Roles and Responsibilities: A RACI Matrix Applied

What is it

This responsibility chart describes various roles and responsibilities in completing tasks and activities to advance the objectives of the Michigan Good Food Fund. The team utilized the RACI matrix to identify specific roles for each organization on various tasks. RACI stands for: 

R – Responsible

A – Accountable

C – Consulted

I – Informed

Behind the Headline

The Michigan Good Food Fund is a collaborative of eight separate organizations that work in concert to advance the initiative’s social objectives. This includes four founding core partners that focus on fund management, business assistance, pipeline development, marketing, and financing alongside a network of other lenders that help ensure the initiative is meeting the needs of entrepreneurs across the state, value chain, and stage and size of business. 
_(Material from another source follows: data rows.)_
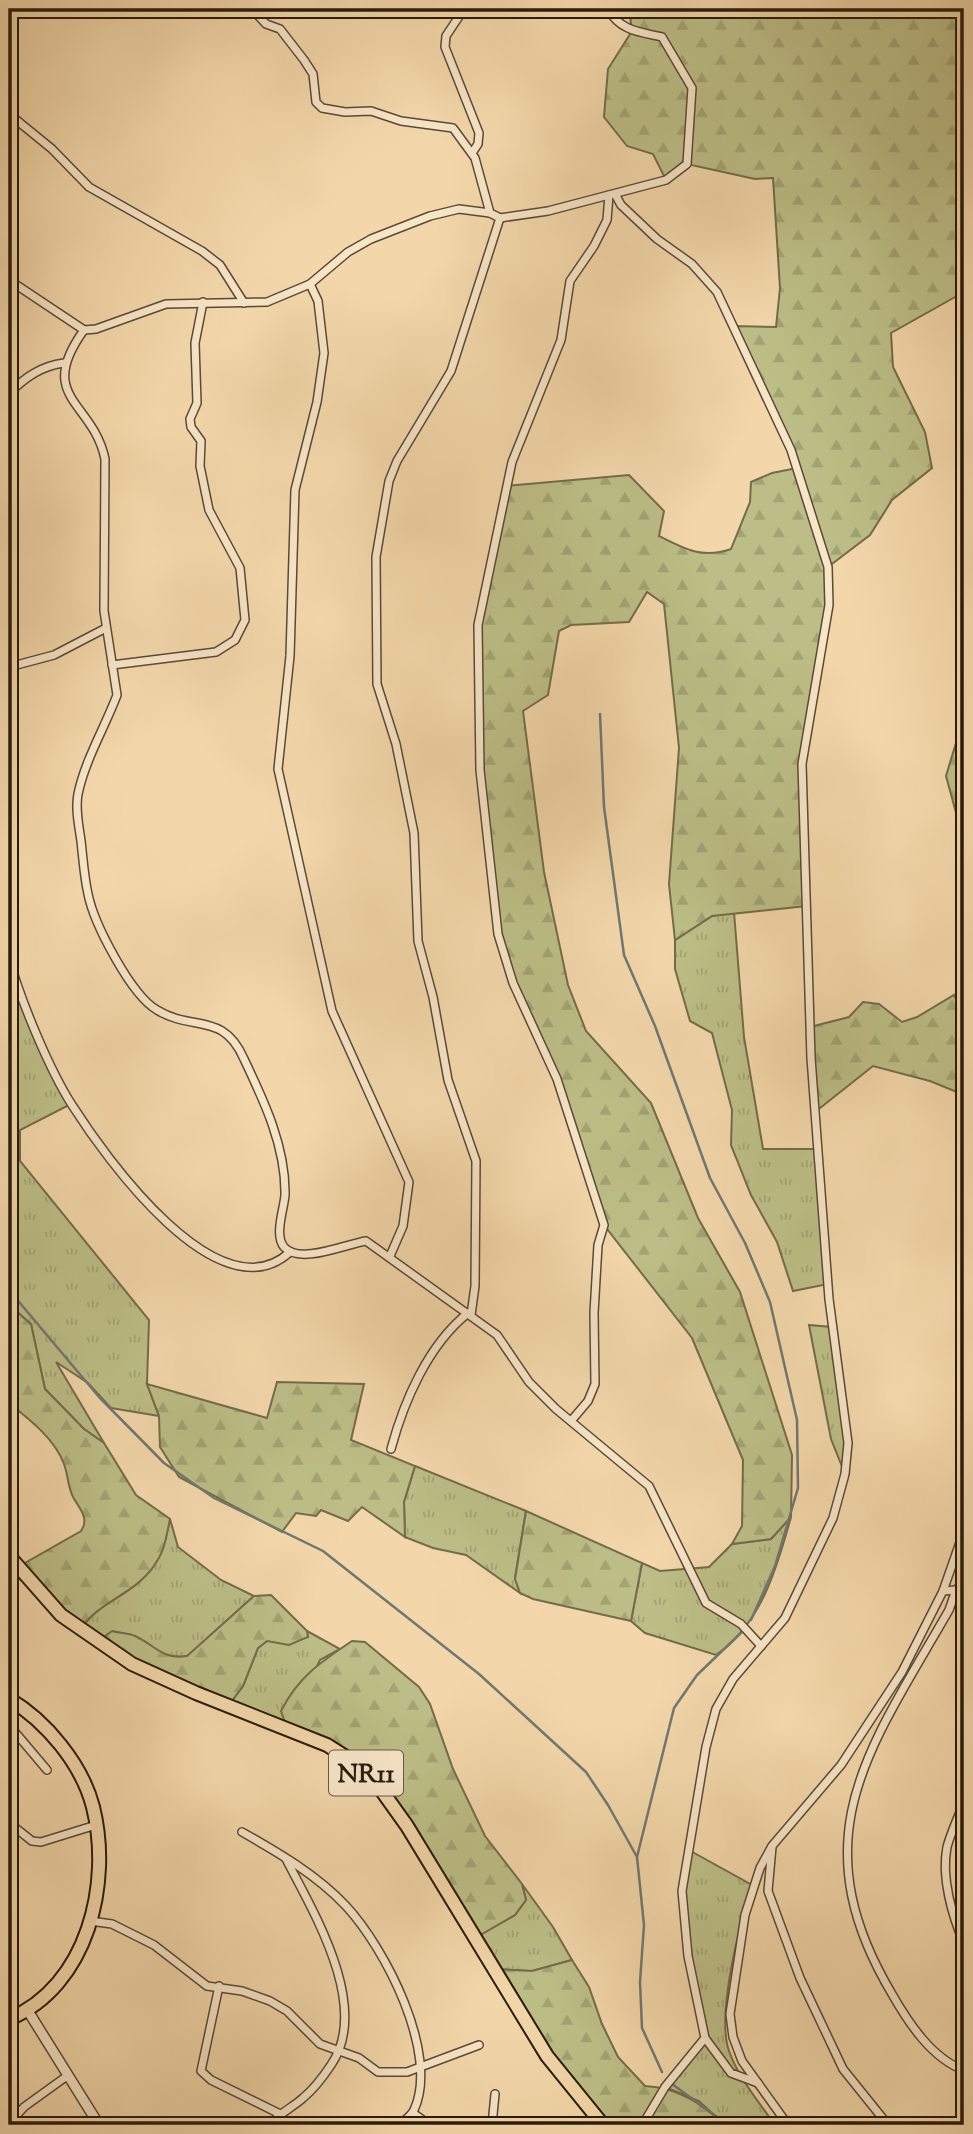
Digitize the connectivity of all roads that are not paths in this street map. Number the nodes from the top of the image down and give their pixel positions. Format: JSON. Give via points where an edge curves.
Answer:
{"nodes":[{"id":1,"x":252,"y":9,"type":"edge"},
{"id":2,"x":464,"y":9,"type":"edge"},
{"id":3,"x":608,"y":9,"type":"edge"},
{"id":4,"x":9,"y":114,"type":"edge"},
{"id":5,"x":472,"y":153,"type":"junction"},
{"id":6,"x":612,"y":195,"type":"junction"},
{"id":7,"x":490,"y":213,"type":"junction"},
{"id":8,"x":500,"y":218,"type":"junction"},
{"id":9,"x":9,"y":280,"type":"edge"},
{"id":10,"x":310,"y":284,"type":"junction"},
{"id":11,"x":203,"y":302,"type":"junction"},
{"id":12,"x":244,"y":303,"type":"junction"},
{"id":13,"x":84,"y":330,"type":"junction"},
{"id":14,"x":64,"y":363,"type":"junction"},
{"id":15,"x":9,"y":393,"type":"edge"},
{"id":16,"x":106,"y":628,"type":"junction"},
{"id":17,"x":112,"y":665,"type":"junction"},
{"id":18,"x":9,"y":667,"type":"edge"},
{"id":19,"x":9,"y":958,"type":"edge"},
{"id":20,"x":290,"y":1252,"type":"junction"},
{"id":21,"x":390,"y":1256,"type":"junction"},
{"id":22,"x":469,"y":1314,"type":"junction"},
{"id":23,"x":571,"y":1421,"type":"junction"},
{"id":24,"x":391,"y":1449,"type":"dead end"},
{"id":25,"x":964,"y":1531,"type":"edge"},
{"id":26,"x":9,"y":1556,"type":"edge"},
{"id":27,"x":964,"y":1581,"type":"edge"},
{"id":28,"x":943,"y":1591,"type":"junction"},
{"id":29,"x":960,"y":1592,"type":"edge"},
{"id":30,"x":761,"y":1646,"type":"junction"},
{"id":31,"x":9,"y":1699,"type":"edge"},
{"id":32,"x":9,"y":1725,"type":"edge"},
{"id":33,"x":47,"y":1770,"type":"dead end"},
{"id":34,"x":964,"y":1801,"type":"edge"},
{"id":35,"x":960,"y":1823,"type":"edge"},
{"id":36,"x":96,"y":1825,"type":"junction"},
{"id":37,"x":9,"y":1827,"type":"edge"},
{"id":38,"x":242,"y":1832,"type":"dead end"},
{"id":39,"x":772,"y":1846,"type":"junction"},
{"id":40,"x":285,"y":1859,"type":"junction"},
{"id":41,"x":90,"y":1921,"type":"junction"},
{"id":42,"x":960,"y":1926,"type":"edge"},
{"id":43,"x":964,"y":1942,"type":"edge"},
{"id":44,"x":219,"y":1986,"type":"junction"},
{"id":45,"x":28,"y":2011,"type":"junction"},
{"id":46,"x":9,"y":2019,"type":"edge"},
{"id":47,"x":705,"y":2038,"type":"junction"},
{"id":48,"x":479,"y":2045,"type":"dead end"},
{"id":49,"x":339,"y":2049,"type":"junction"},
{"id":50,"x":422,"y":2067,"type":"junction"},
{"id":51,"x":964,"y":2070,"type":"edge"},
{"id":52,"x":67,"y":2076,"type":"junction"},
{"id":53,"x":758,"y":2083,"type":"junction"},
{"id":54,"x":495,"y":2094,"type":"dead end"},
{"id":55,"x":413,"y":2113,"type":"junction"},
{"id":56,"x":280,"y":2114,"type":"junction"},
{"id":57,"x":9,"y":2124,"type":"edge"},
{"id":58,"x":99,"y":2125,"type":"edge"},
{"id":59,"x":270,"y":2125,"type":"edge"},
{"id":60,"x":399,"y":2125,"type":"edge"},
{"id":61,"x":430,"y":2125,"type":"edge"},
{"id":62,"x":492,"y":2125,"type":"edge"},
{"id":63,"x":603,"y":2125,"type":"edge"},
{"id":64,"x":638,"y":2125,"type":"edge"},
{"id":65,"x":788,"y":2125,"type":"edge"},
{"id":66,"x":888,"y":2125,"type":"edge"}],
"edges":[{"from":1,"to":5,"type":"street","via":[[266,24],[280,29],[304,60],[313,74],[316,102],[322,108],[345,113],[372,111],[401,121],[453,128]]},
{"from":2,"to":5,"type":"street","via":[[446,36],[445,47],[479,133]]},
{"from":3,"to":6,"type":"street","via":[[618,23],[632,31],[662,37],[692,88],[687,164],[666,180]]},
{"from":4,"to":12,"type":"street","via":[[89,187],[220,265]]},
{"from":5,"to":7,"type":"street"},
{"from":6,"to":8,"type":"street"},
{"from":6,"to":23,"type":"street","via":[[607,220],[570,281],[561,340],[512,462],[478,625],[480,770],[498,934],[513,983],[557,1079],[604,1225],[598,1245],[594,1313],[595,1384]]},
{"from":6,"to":30,"type":"street","via":[[692,264],[717,292],[791,450],[828,567],[829,605],[803,744],[806,946],[823,1232],[848,1443],[833,1518],[785,1618]]},
{"from":7,"to":8,"type":"street"},
{"from":7,"to":10,"type":"street","via":[[459,209],[430,216],[348,252]]},
{"from":8,"to":22,"type":"street","via":[[451,371],[389,481],[376,557],[377,684],[396,744],[414,833],[418,942],[448,1080],[476,1161],[474,1303]]},
{"from":9,"to":13,"type":"street"},
{"from":10,"to":12,"type":"street","via":[[267,302]]},
{"from":10,"to":21,"type":"street","via":[[318,302],[324,353],[295,490],[290,656],[277,757],[279,782],[332,1011],[409,1182],[403,1226]]},
{"from":11,"to":12,"type":"street"},
{"from":11,"to":13,"type":"street","via":[[166,304],[125,321]]},
{"from":11,"to":17,"type":"street","via":[[195,343],[197,403],[191,427],[201,441],[200,466],[209,510],[240,568],[245,620],[235,640],[216,652]]},
{"from":13,"to":14,"type":"street"},
{"from":14,"to":15,"type":"street","via":[[27,376]]},
{"from":14,"to":16,"type":"street","via":[[66,385],[105,459]]},
{"from":16,"to":17,"type":"street"},
{"from":16,"to":18,"type":"street","via":[[54,655]]},
{"from":17,"to":20,"type":"street","via":[[117,695],[77,797],[88,896],[128,982],[142,1000],[172,1017],[210,1024],[233,1038],[275,1131],[285,1194],[281,1237]]},
{"from":19,"to":20,"type":"street","via":[[25,1005],[71,1104],[125,1177],[168,1224],[224,1262],[245,1268],[273,1265]]},
{"from":20,"to":21,"type":"street","via":[[312,1254],[366,1241]]},
{"from":21,"to":22,"type":"street"},
{"from":22,"to":23,"type":"street","via":[[496,1335],[529,1382]]},
{"from":22,"to":24,"type":"street","via":[[438,1345],[400,1416]]},
{"from":23,"to":30,"type":"street","via":[[652,1489],[706,1603],[741,1624]]},
{"from":25,"to":28,"type":"street"},
{"from":26,"to":63,"type":"highway","number":"NR11","via":[[61,1615],[132,1664],[327,1745],[357,1764],[407,1826],[547,2056]]},
{"from":27,"to":29,"type":"street"},
{"from":28,"to":29,"type":"street"},
{"from":28,"to":39,"type":"street","via":[[902,1672],[841,1765]]},
{"from":29,"to":51,"type":"street","via":[[868,1758],[854,1792],[846,1844],[853,1896],[878,1971],[933,2050]]},
{"from":30,"to":47,"type":"street","via":[[733,1679],[716,1709],[687,1849],[682,1903]]},
{"from":31,"to":36,"type":"highway","via":[[50,1733],[72,1763]]},
{"from":32,"to":33,"type":"street"},
{"from":34,"to":35,"type":"street"},
{"from":35,"to":42,"type":"street","via":[[947,1848],[946,1869]]},
{"from":36,"to":37,"type":"street","via":[[41,1842]]},
{"from":36,"to":41,"type":"highway","via":[[100,1872]]},
{"from":38,"to":40,"type":"street"},
{"from":39,"to":53,"type":"street","via":[[745,1915],[730,2014],[735,2049]]},
{"from":39,"to":66,"type":"street","via":[[768,1891],[800,1979],[842,2069]]},
{"from":40,"to":49,"type":"street","via":[[345,1992]]},
{"from":40,"to":50,"type":"street","via":[[326,1887],[361,1926],[406,2010]]},
{"from":41,"to":44,"type":"street","via":[[112,1924],[154,1945],[197,1981]]},
{"from":41,"to":45,"type":"highway","via":[[73,1960]]},
{"from":42,"to":43,"type":"street"},
{"from":44,"to":49,"type":"street","via":[[280,2006],[320,2044]]},
{"from":44,"to":56,"type":"street","via":[[201,2071]]},
{"from":45,"to":46,"type":"highway"},
{"from":45,"to":52,"type":"street"},
{"from":47,"to":53,"type":"street","via":[[731,2073]]},
{"from":47,"to":64,"type":"street"},
{"from":48,"to":50,"type":"street"},
{"from":49,"to":50,"type":"street","via":[[387,2074]]},
{"from":49,"to":56,"type":"street","via":[[304,2098]]},
{"from":50,"to":55,"type":"street"},
{"from":52,"to":57,"type":"street","via":[[23,2107]]},
{"from":52,"to":58,"type":"street"},
{"from":53,"to":65,"type":"street"},
{"from":54,"to":62,"type":"street"},
{"from":55,"to":60,"type":"street"},
{"from":55,"to":61,"type":"street"},
{"from":56,"to":59,"type":"street"}]}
Collaboration is key, as no one organization can accomplish the work of delivering the array of strategically aligned technical and financial assistance needed. One of the greatest strengths of this initiative is the shared passion for the work and the commitment to implement the program together. However, how do we determine exactly who does what: Who will be the lead, who will provide input, who is considered “optional”? The RACI matrix outlines roles and responsibilities along the following categories:

  • Strategy
  • Financial Support
  • Financial Assistance and Lending
  • Technical Assistance, outreach, and pipeline development
  • Program Administration
  • Communications
  • Evaluation

From the beginning, partners were committed to a developmental evaluation, engaging with an independent firm to conduct regular assessment of the initiative’s inner workings as well as its outputs and outcomes. In the first round of feedback provided to partners within the first two years of the initiative’s launch, our evaluation team highlighted the following areas of opportunity:

  • Partners expressed the need for greater clarity of roles and responsibilities of core partners and key stakeholders, including lenders and consultants.
  • Partners desired to strengthen internal operations of core partners, particularly the desire for greater efficiency and more clear and transparent decision-making processes.
  • Partners wanted a shared understanding of expectations of one another: a definition of what it means to be a core partner, how each partner is held accountable to their work, and how success is defined for each entity. 

Benefits in Action 

Responding to these identified opportunity areas, partners worked hard to specify and delegate the various activities required to keep this multi-dimensional collaborative advancing. Systems were implemented to track activities from outreach to output, streamline communication among partners, and coordinate strategic alignment of technical and financial assistance delivery across partners. Some key tools developed to support refined roles and responsibilities include:

  • A weekly update on all initiative activities such as marketing and outreach, business assistance, pipeline development, status on financing (underwriting, approved, and closed loans), and other related work such as evaluation. 
  • A weekly pipeline call with all lending and technical assistance partners
  • An evolved data collection and reporting repository designed to centralize data collection, tracking, analysis, and communication activities. The system captures data on inquiries, status of technical assistance and lending, and also tracks events and earned media mentions.
  • A dashboard of key performance indicators showcasing metrics such as number of businesses served, technical assistance provided, and grants and loans provided. Demographic Information of supported businesses will soon be added to this tool.

Articulation of roles and responsibilities with assigned tasks and activities to various partners appropriately distributes the work to those who hold aligned core competencies. In so doing, this initiative leverages the strengths of each partner to most effectively and efficiently advance the objectives of the Michigan Good Food Fund, which is the important work of building capacity and capital in communities of color.